Each process*() function operates directly on the input token vector and output syntax tree. The process_label() function manages a flat list of label identifiers. The actual storage of this list is in the syntax tree - i don't think the storage logic needs to be changed in order to support nested labels.


I'm not convinced there is any real need for a nesting depth more than 1 - not only would it make the syntax a bit messy and potentially hard to read (how many dots are preceding that identifier?) but it would add a significant amount of additional complexity to the parser logic.
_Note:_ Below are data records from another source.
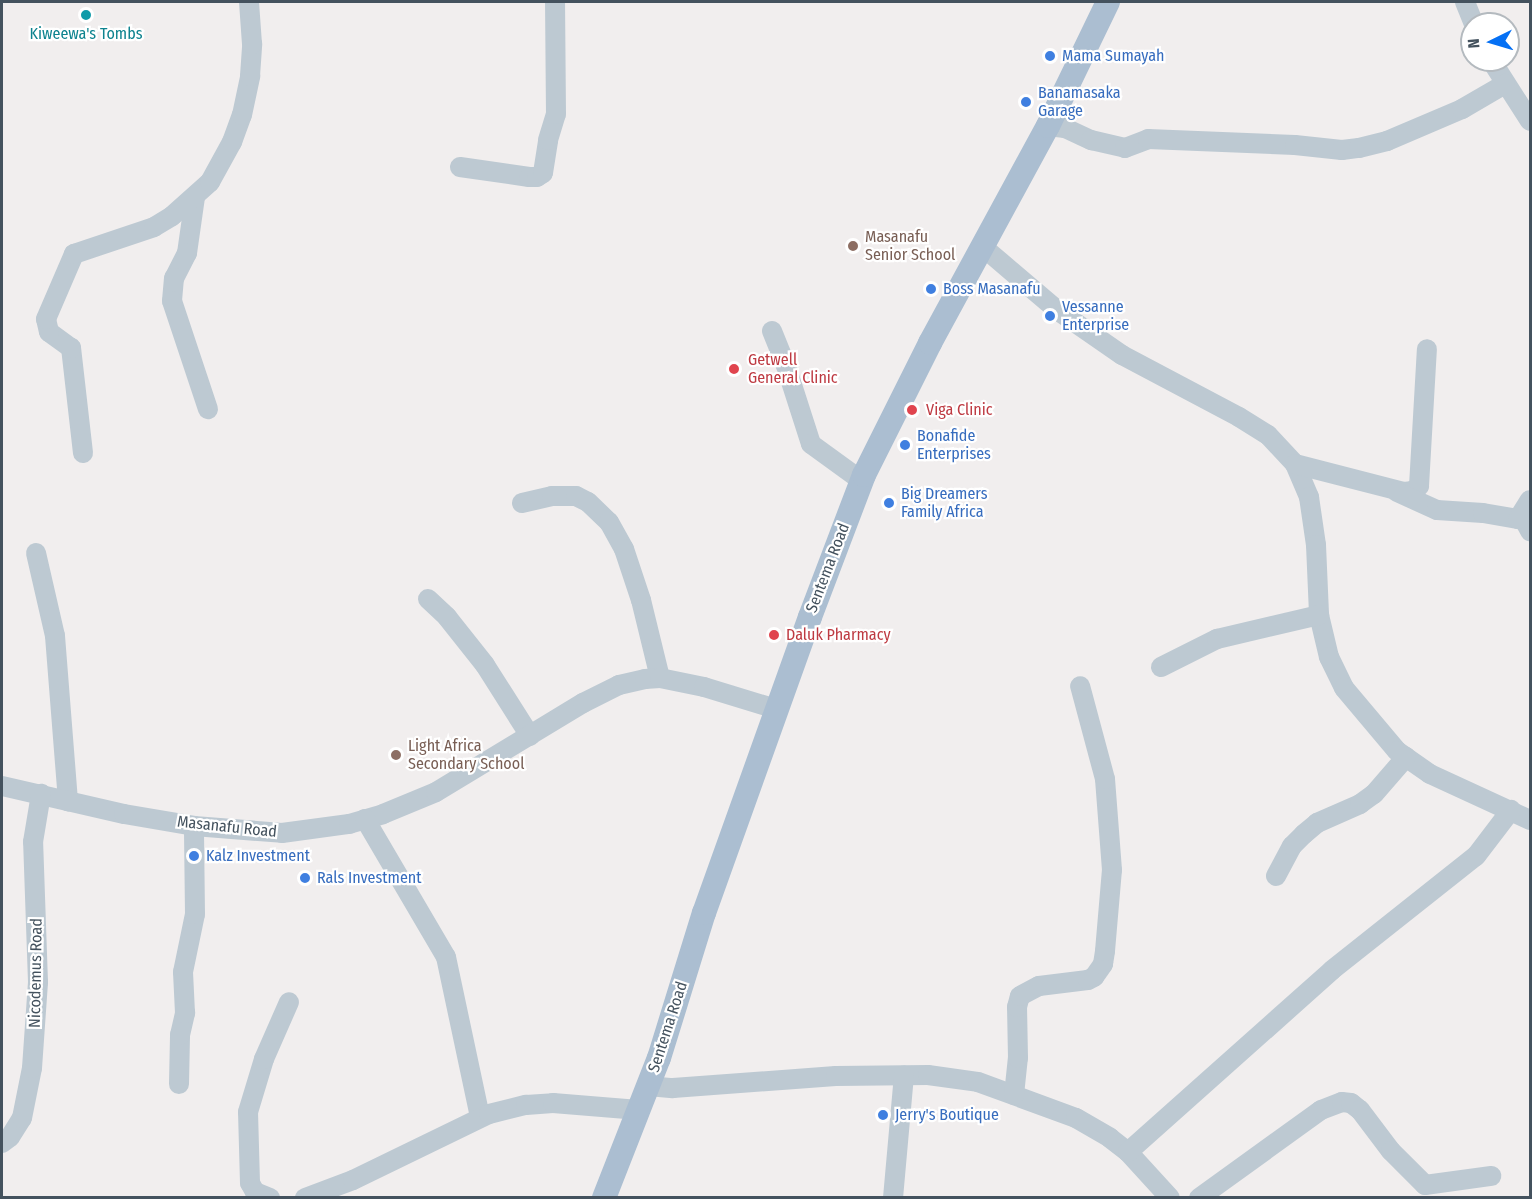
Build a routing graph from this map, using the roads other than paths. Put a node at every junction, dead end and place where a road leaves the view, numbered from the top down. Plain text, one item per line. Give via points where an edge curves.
1 (249, 2) edge
2 (555, 2) edge
3 (1108, 2) edge
4 (1498, 72) edge
5 (1504, 84) junction
6 (1530, 120) edge
7 (1048, 126) junction
8 (460, 167) dead end
9 (195, 197) junction
10 (983, 247) junction
11 (772, 331) dead end
12 (1427, 349) dead end
13 (208, 409) dead end
14 (83, 453) dead end
15 (1295, 464) junction
16 (862, 481) junction
17 (1390, 489) junction
18 (1530, 500) edge
19 (522, 503) dead end
20 (1524, 525) edge
21 (36, 553) dead end
22 (428, 599) dead end
23 (1318, 615) junction
24 (1161, 667) dead end
25 (660, 678) junction
26 (1080, 686) dead end
27 (776, 709) junction
28 (530, 736) junction
29 (1406, 757) junction
30 (2, 786) edge
31 (41, 794) junction
32 (68, 801) junction
33 (1510, 810) junction
34 (365, 819) junction
35 (1530, 820) edge
36 (194, 826) junction
37 (1276, 876) dead end
38 (289, 1002) dead end
39 (904, 1076) junction
40 (179, 1084) dead end
41 (648, 1086) junction
42 (1014, 1095) junction
43 (639, 1110) junction
44 (480, 1118) junction
45 (2, 1143) edge
46 (1128, 1152) junction
47 (1491, 1176) dead end
48 (270, 1197) edge
49 (305, 1197) edge
50 (604, 1197) edge
51 (892, 1197) edge
52 (1170, 1197) edge
53 (1199, 1197) edge

1 - 9 street via 251,55 242,115 223,161
2 - 8 street via 556,114 543,173 529,177
3 - 7 main road, Sentema Road
4 - 5 street
5 - 6 street
5 - 7 street via 1462,109 1387,141 1342,150 1148,139 1125,148
7 - 10 main road, Sentema Road
9 - 13 street via 187,253 174,278 172,301
9 - 14 street via 154,226 74,254 46,320 49,332 71,348
10 - 15 street via 1075,323 1122,355 1268,435
10 - 16 main road, Sentema Road
11 - 16 street via 811,444
12 - 17 street via 1422,480 1413,491
15 - 17 street
15 - 23 street via 1311,507
16 - 27 main road, Sentema Road
17 - 20 street via 1437,510 1483,513
18 - 20 street
19 - 25 street via 552,496 576,496 609,522 624,549 641,600
21 - 32 street via 55,636
22 - 28 street via 485,665
23 - 24 street via 1217,639
23 - 29 street via 1329,657 1344,688
25 - 27 street, Masanafu Road
25 - 28 street, Masanafu Road via 619,685
26 - 42 street via 1105,779 1109,822 1112,870 1103,964 1094,977 1039,986 1020,996
27 - 41 main road, Sentema Road
28 - 34 street, Masanafu Road via 436,792
29 - 33 street via 1430,774
29 - 37 street via 1374,794 1317,823 1304,834 1292,846
30 - 31 street, Masanafu Road
31 - 32 street, Masanafu Road
31 - 45 street, Nicodemus Road via 33,842 38,982 32,1068 22,1118
32 - 36 street, Masanafu Road
33 - 35 street
33 - 46 street via 1476,856 1332,970
34 - 36 street, Masanafu Road via 282,833
34 - 44 street via 446,957
36 - 40 street via 195,914 183,972 185,1013 180,1035
38 - 48 street via 264,1059 248,1112 250,1184 255,1192
39 - 41 street
39 - 42 street via 952,1077
39 - 51 street
41 - 43 main road, Sentema Road
42 - 46 street via 1076,1118
43 - 44 street via 553,1103 526,1105
43 - 50 main road, Sentema Road
44 - 49 street via 353,1180
46 - 52 street
47 - 53 street via 1425,1185 1390,1151 1360,1110 1342,1102 1321,1110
Enforcing a max depth of 1 keeps the syntax simple and clear (a preceding dot signifies local label, no dot is non-local) and also keeps the parser logic simple as well.

Parser simplicity really is the main driving force behind my intention here as I'm trying really hard to KISS because i feel this is the sort of application area where the complexity can run away with you really quickly (and before you know it you're lost) if you don't keep it under control.

The way a max depth of 1 keeps the parser simple is as follows - while iterating the tokens, if it comes across a label, the parser simply needs to check if it starts with a dot - if it does, its a local label - if it doesn't its a non-local label. Every time the parser encounters a non-local label, it remembers that label's identifier, until it encounters the next non-local label - and so on. When the parser encounters a local label, it simply pre-pends the non-local label identifier (that's it's currently remembering) to the local label identifier and pushes that concatenated identifier string onto the syntax tree's label identifier vector.

Thus the syntax tree's label identifier vector ends up containing identifiers like this (taking above vm asm code as input):

1
2
3
4
5
6
someFunction
someFunction.loop
someFunction.exitLoop
anotherFunction
anotherFunction.loop
anotherFunction.exitLoop

Exactly the same logic can be applied to instruction operands too :)


So, to sum up I think the parser needs to be changed in the following ways:

  • Make parser capable of remembering the current non-local label.
  • Alter syntax tree label push logic to support dotted identifiers.
  • Expand Instruction operand type enum to include local and non-local label variants.
  • Enable parser sensing of local and non-local label declarations and references.

the instructions that currently take labels as operands are as follows:

  • call
  • jmp
  • jz

 


 

I may implement this quite soon as it is something i have been thinking about doing for some time - its a negligible change to the language syntax and hopefully wont require too much alteration in the compiler logic (the execution core wont be affected by this as its effectively  just syntactic sugar :) Ooh i love this sorta stuff!


Now im trying to keep the compiler as thread safe as possible beause it would be nice for it to go multi-core later on. One cheeky way of doing this is to keep as much data on the stack as possible :p no static variables or shared heap instances. So the parser remebers the current non-local label context in a scoped stack variable which it passes to the process_label() and process_instruction() functions. the process_label() function must be able to alter the current label context so it is passed as a reference. the process_instruction() function merely needs to know of the current context if one of the instructions operands is a local label that must converted to an absolute label OR is an absolute label that must be confirmed to match the current context.